(Stored data)
---+---
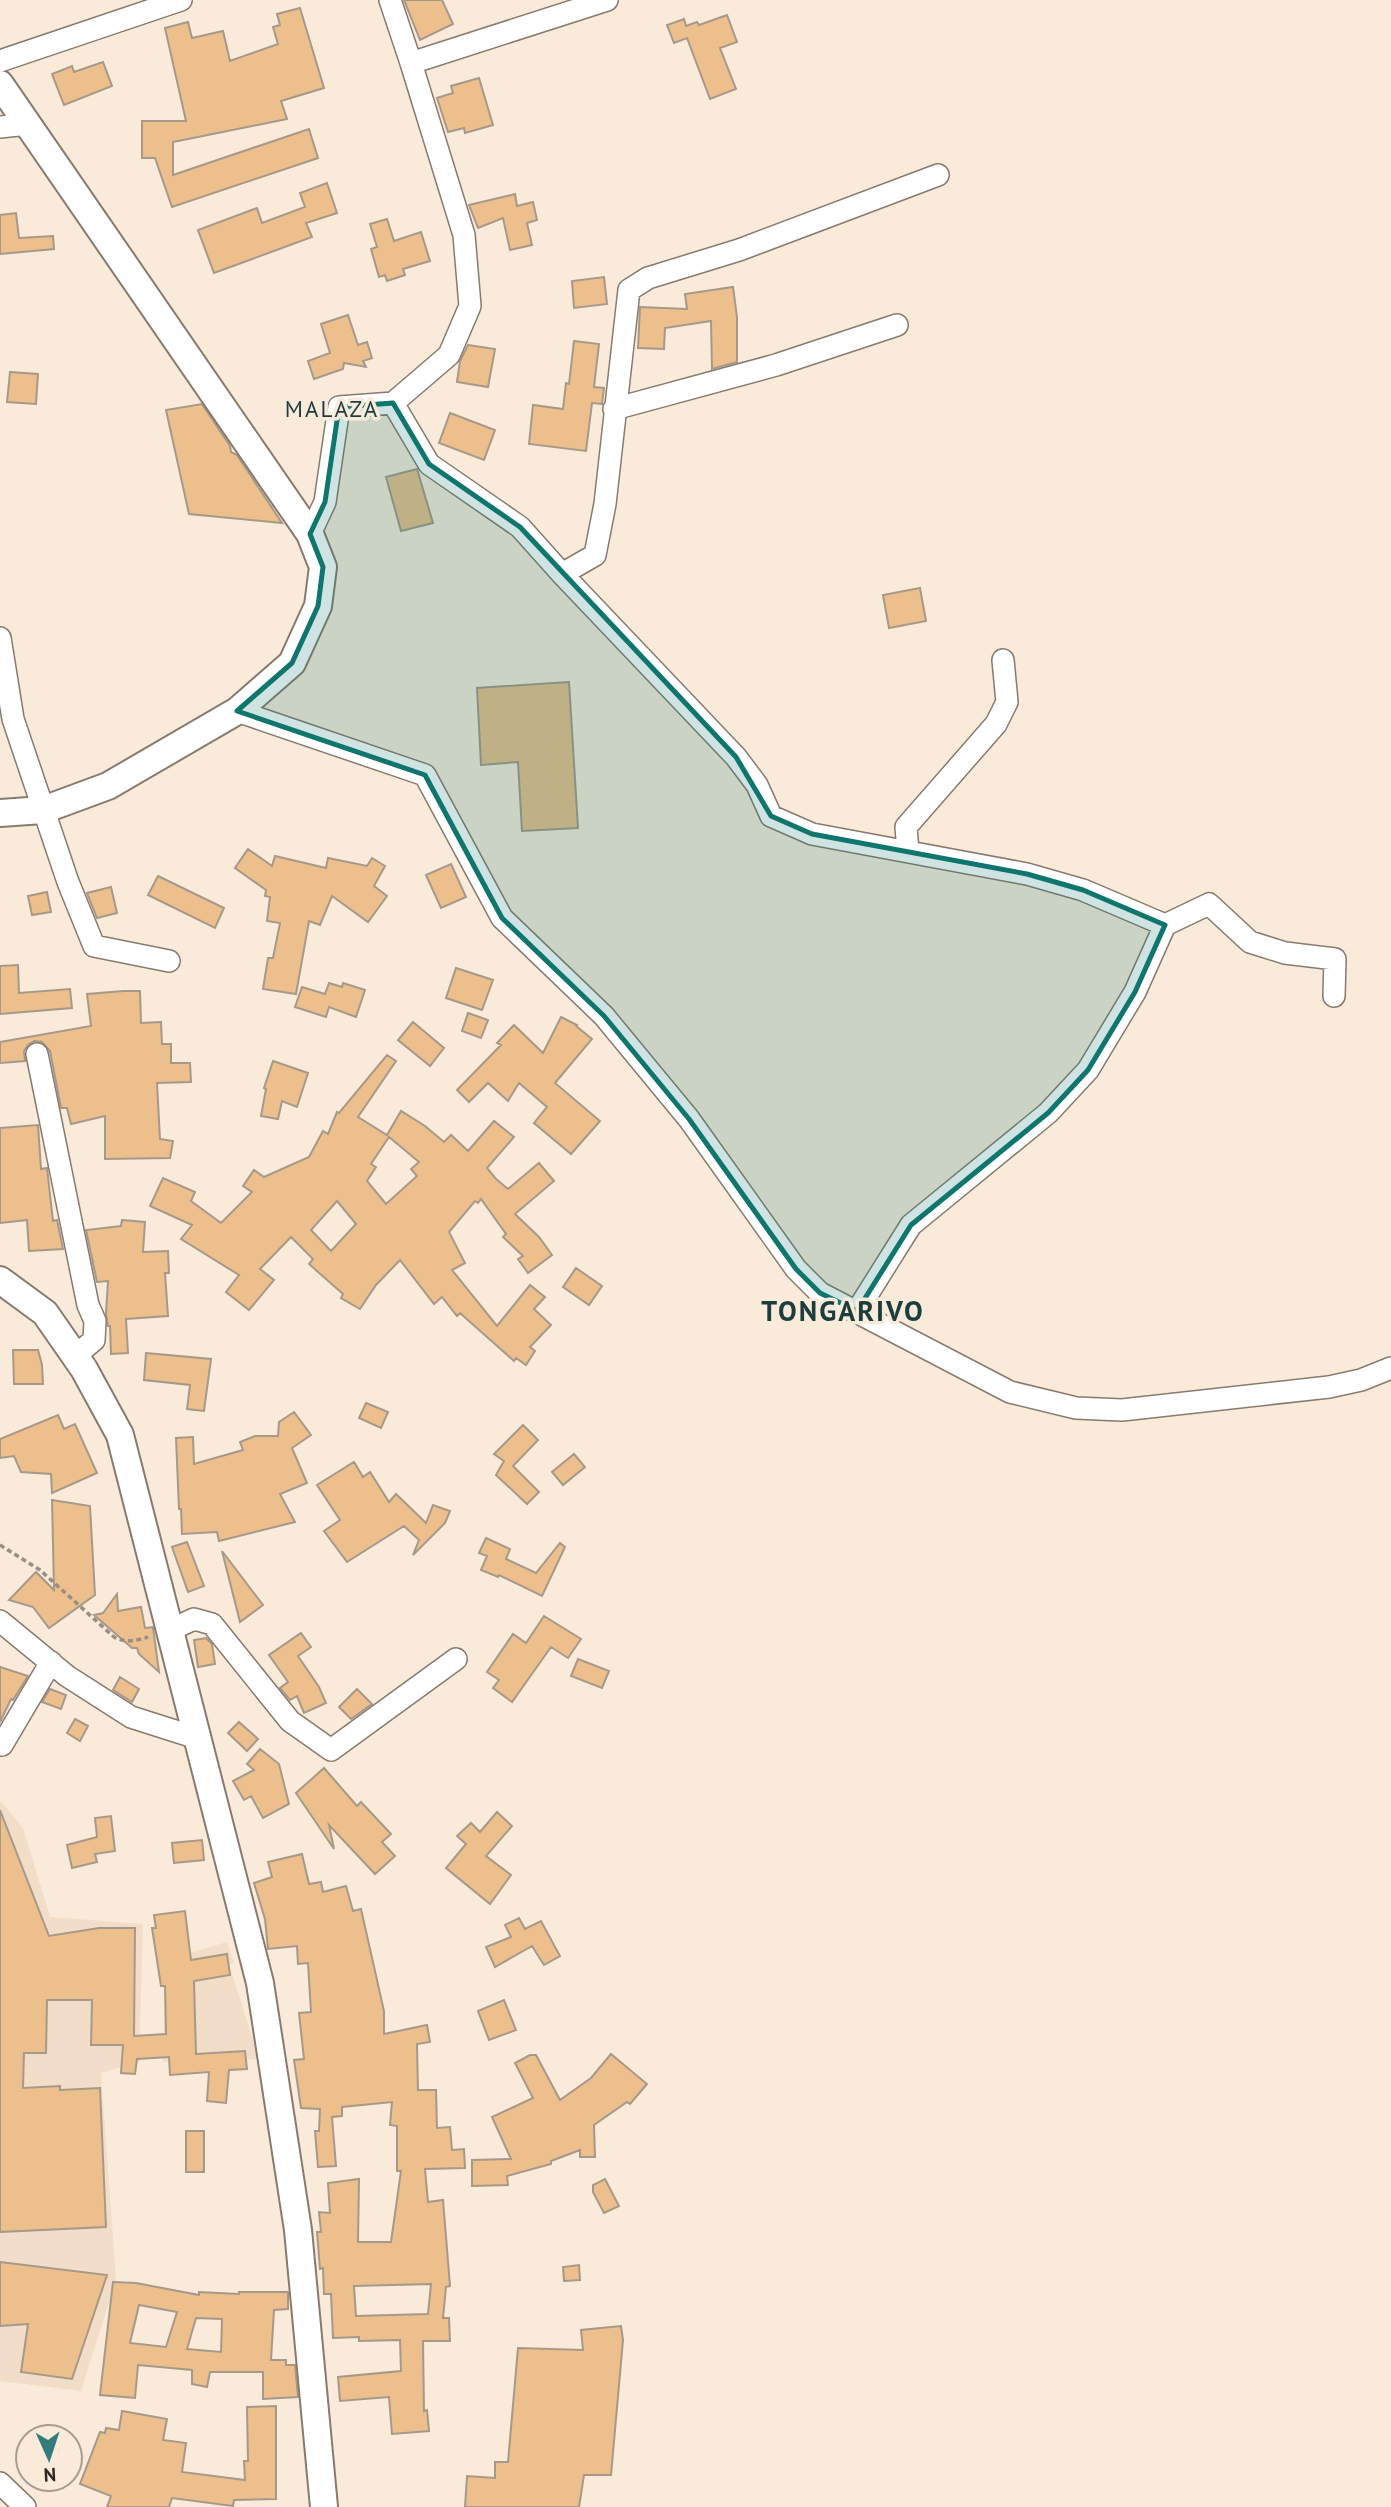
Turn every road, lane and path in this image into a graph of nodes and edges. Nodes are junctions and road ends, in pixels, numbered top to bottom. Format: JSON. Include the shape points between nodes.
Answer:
{"nodes":[{"id":1,"x":181,"y":0,"type":"edge"},
{"id":2,"x":390,"y":0,"type":"edge"},
{"id":3,"x":607,"y":0,"type":"edge"},
{"id":4,"x":0,"y":61,"type":"edge"},
{"id":5,"x":411,"y":63,"type":"junction"},
{"id":6,"x":0,"y":84,"type":"edge"},
{"id":7,"x":28,"y":124,"type":"junction"},
{"id":8,"x":0,"y":127,"type":"edge"},
{"id":9,"x":938,"y":175,"type":"dead end"},
{"id":10,"x":897,"y":325,"type":"dead end"},
{"id":11,"x":393,"y":403,"type":"junction"},
{"id":12,"x":614,"y":409,"type":"junction"},
{"id":13,"x":310,"y":534,"type":"junction"},
{"id":14,"x":562,"y":574,"type":"junction"},
{"id":15,"x":0,"y":638,"type":"edge"},
{"id":16,"x":1003,"y":660,"type":"dead end"},
{"id":17,"x":237,"y":711,"type":"junction"},
{"id":18,"x":43,"y":810,"type":"junction"},
{"id":19,"x":0,"y":813,"type":"edge"},
{"id":20,"x":908,"y":851,"type":"junction"},
{"id":21,"x":1165,"y":925,"type":"junction"},
{"id":22,"x":169,"y":961,"type":"dead end"},
{"id":23,"x":1334,"y":996,"type":"dead end"},
{"id":24,"x":37,"y":1054,"type":"dead end"},
{"id":25,"x":0,"y":1280,"type":"edge"},
{"id":26,"x":857,"y":1311,"type":"junction"},
{"id":27,"x":75,"y":1356,"type":"junction"},
{"id":28,"x":1391,"y":1368,"type":"edge"},
{"id":29,"x":0,"y":1545,"type":"edge"},
{"id":30,"x":0,"y":1621,"type":"edge"},
{"id":31,"x":170,"y":1630,"type":"junction"},
{"id":32,"x":456,"y":1659,"type":"dead end"},
{"id":33,"x":51,"y":1662,"type":"junction"},
{"id":34,"x":197,"y":1738,"type":"junction"},
{"id":35,"x":2,"y":1745,"type":"edge"},
{"id":36,"x":0,"y":2483,"type":"edge"},
{"id":37,"x":25,"y":2507,"type":"edge"},
{"id":38,"x":324,"y":2507,"type":"edge"}],
"edges":[{"from":1,"to":4,"type":"street"},
{"from":2,"to":5,"type":"street"},
{"from":3,"to":5,"type":"street"},
{"from":5,"to":11,"type":"street","via":[[464,235],[470,306],[449,355]]},
{"from":6,"to":7,"type":"main road"},
{"from":7,"to":8,"type":"street"},
{"from":7,"to":13,"type":"main road"},
{"from":9,"to":12,"type":"street","via":[[739,250],[648,278],[629,289]]},
{"from":10,"to":12,"type":"street","via":[[776,365]]},
{"from":11,"to":13,"type":"street","via":[[339,407],[326,502]]},
{"from":11,"to":14,"type":"street","via":[[429,464],[520,527]]},
{"from":12,"to":14,"type":"street","via":[[595,555]]},
{"from":13,"to":17,"type":"main road","via":[[323,567],[318,606],[292,663]]},
{"from":14,"to":20,"type":"street","via":[[736,757],[757,785],[771,816],[813,834]]},
{"from":15,"to":18,"type":"street","via":[[13,719]]},
{"from":16,"to":20,"type":"street","via":[[1007,702],[996,724],[906,827]]},
{"from":17,"to":18,"type":"main road","via":[[108,786]]},
{"from":17,"to":26,"type":"street","via":[[425,775],[502,918],[604,1016],[689,1119],[796,1269],[820,1293]]},
{"from":18,"to":19,"type":"main road"},
{"from":18,"to":22,"type":"street","via":[[94,946]]},
{"from":20,"to":21,"type":"street","via":[[1083,890]]},
{"from":21,"to":23,"type":"street","via":[[1209,904],[1250,942],[1285,953],[1335,959]]},
{"from":21,"to":26,"type":"street","via":[[1135,992],[1088,1070],[1048,1113],[911,1225]]},
{"from":24,"to":27,"type":"street","via":[[95,1321],[94,1340]]},
{"from":25,"to":27,"type":"main road","via":[[45,1313]]},
{"from":26,"to":28,"type":"street","via":[[1010,1392],[1076,1408],[1122,1410],[1329,1387]]},
{"from":27,"to":31,"type":"main road","via":[[120,1435]]},
{"from":29,"to":31,"type":"path","via":[[40,1570],[121,1641]]},
{"from":30,"to":33,"type":"street"},
{"from":31,"to":32,"type":"street","via":[[194,1619],[212,1624],[290,1721],[331,1750]]},
{"from":31,"to":34,"type":"main road"},
{"from":33,"to":34,"type":"street","via":[[131,1717]]},
{"from":33,"to":35,"type":"street"},
{"from":34,"to":38,"type":"main road","via":[[260,1983],[298,2230]]},
{"from":36,"to":37,"type":"street"}]}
---+---
WORK TASK: Retype all entries exactly, without the images.

WRITTEN RESPONSE:
Turn every road, lane and path in this image into a graph of nodes and edges. Nodes are junctions and road ends, in pixels, numbered top to bottom. Format: JSON. Include the shape points between nodes.
Answer:
{"nodes":[{"id":1,"x":181,"y":0,"type":"edge"},
{"id":2,"x":390,"y":0,"type":"edge"},
{"id":3,"x":607,"y":0,"type":"edge"},
{"id":4,"x":0,"y":61,"type":"edge"},
{"id":5,"x":411,"y":63,"type":"junction"},
{"id":6,"x":0,"y":84,"type":"edge"},
{"id":7,"x":28,"y":124,"type":"junction"},
{"id":8,"x":0,"y":127,"type":"edge"},
{"id":9,"x":938,"y":175,"type":"dead end"},
{"id":10,"x":897,"y":325,"type":"dead end"},
{"id":11,"x":393,"y":403,"type":"junction"},
{"id":12,"x":614,"y":409,"type":"junction"},
{"id":13,"x":310,"y":534,"type":"junction"},
{"id":14,"x":562,"y":574,"type":"junction"},
{"id":15,"x":0,"y":638,"type":"edge"},
{"id":16,"x":1003,"y":660,"type":"dead end"},
{"id":17,"x":237,"y":711,"type":"junction"},
{"id":18,"x":43,"y":810,"type":"junction"},
{"id":19,"x":0,"y":813,"type":"edge"},
{"id":20,"x":908,"y":851,"type":"junction"},
{"id":21,"x":1165,"y":925,"type":"junction"},
{"id":22,"x":169,"y":961,"type":"dead end"},
{"id":23,"x":1334,"y":996,"type":"dead end"},
{"id":24,"x":37,"y":1054,"type":"dead end"},
{"id":25,"x":0,"y":1280,"type":"edge"},
{"id":26,"x":857,"y":1311,"type":"junction"},
{"id":27,"x":75,"y":1356,"type":"junction"},
{"id":28,"x":1391,"y":1368,"type":"edge"},
{"id":29,"x":0,"y":1545,"type":"edge"},
{"id":30,"x":0,"y":1621,"type":"edge"},
{"id":31,"x":170,"y":1630,"type":"junction"},
{"id":32,"x":456,"y":1659,"type":"dead end"},
{"id":33,"x":51,"y":1662,"type":"junction"},
{"id":34,"x":197,"y":1738,"type":"junction"},
{"id":35,"x":2,"y":1745,"type":"edge"},
{"id":36,"x":0,"y":2483,"type":"edge"},
{"id":37,"x":25,"y":2507,"type":"edge"},
{"id":38,"x":324,"y":2507,"type":"edge"}],
"edges":[{"from":1,"to":4,"type":"street"},
{"from":2,"to":5,"type":"street"},
{"from":3,"to":5,"type":"street"},
{"from":5,"to":11,"type":"street","via":[[464,235],[470,306],[449,355]]},
{"from":6,"to":7,"type":"main road"},
{"from":7,"to":8,"type":"street"},
{"from":7,"to":13,"type":"main road"},
{"from":9,"to":12,"type":"street","via":[[739,250],[648,278],[629,289]]},
{"from":10,"to":12,"type":"street","via":[[776,365]]},
{"from":11,"to":13,"type":"street","via":[[339,407],[326,502]]},
{"from":11,"to":14,"type":"street","via":[[429,464],[520,527]]},
{"from":12,"to":14,"type":"street","via":[[595,555]]},
{"from":13,"to":17,"type":"main road","via":[[323,567],[318,606],[292,663]]},
{"from":14,"to":20,"type":"street","via":[[736,757],[757,785],[771,816],[813,834]]},
{"from":15,"to":18,"type":"street","via":[[13,719]]},
{"from":16,"to":20,"type":"street","via":[[1007,702],[996,724],[906,827]]},
{"from":17,"to":18,"type":"main road","via":[[108,786]]},
{"from":17,"to":26,"type":"street","via":[[425,775],[502,918],[604,1016],[689,1119],[796,1269],[820,1293]]},
{"from":18,"to":19,"type":"main road"},
{"from":18,"to":22,"type":"street","via":[[94,946]]},
{"from":20,"to":21,"type":"street","via":[[1083,890]]},
{"from":21,"to":23,"type":"street","via":[[1209,904],[1250,942],[1285,953],[1335,959]]},
{"from":21,"to":26,"type":"street","via":[[1135,992],[1088,1070],[1048,1113],[911,1225]]},
{"from":24,"to":27,"type":"street","via":[[95,1321],[94,1340]]},
{"from":25,"to":27,"type":"main road","via":[[45,1313]]},
{"from":26,"to":28,"type":"street","via":[[1010,1392],[1076,1408],[1122,1410],[1329,1387]]},
{"from":27,"to":31,"type":"main road","via":[[120,1435]]},
{"from":29,"to":31,"type":"path","via":[[40,1570],[121,1641]]},
{"from":30,"to":33,"type":"street"},
{"from":31,"to":32,"type":"street","via":[[194,1619],[212,1624],[290,1721],[331,1750]]},
{"from":31,"to":34,"type":"main road"},
{"from":33,"to":34,"type":"street","via":[[131,1717]]},
{"from":33,"to":35,"type":"street"},
{"from":34,"to":38,"type":"main road","via":[[260,1983],[298,2230]]},
{"from":36,"to":37,"type":"street"}]}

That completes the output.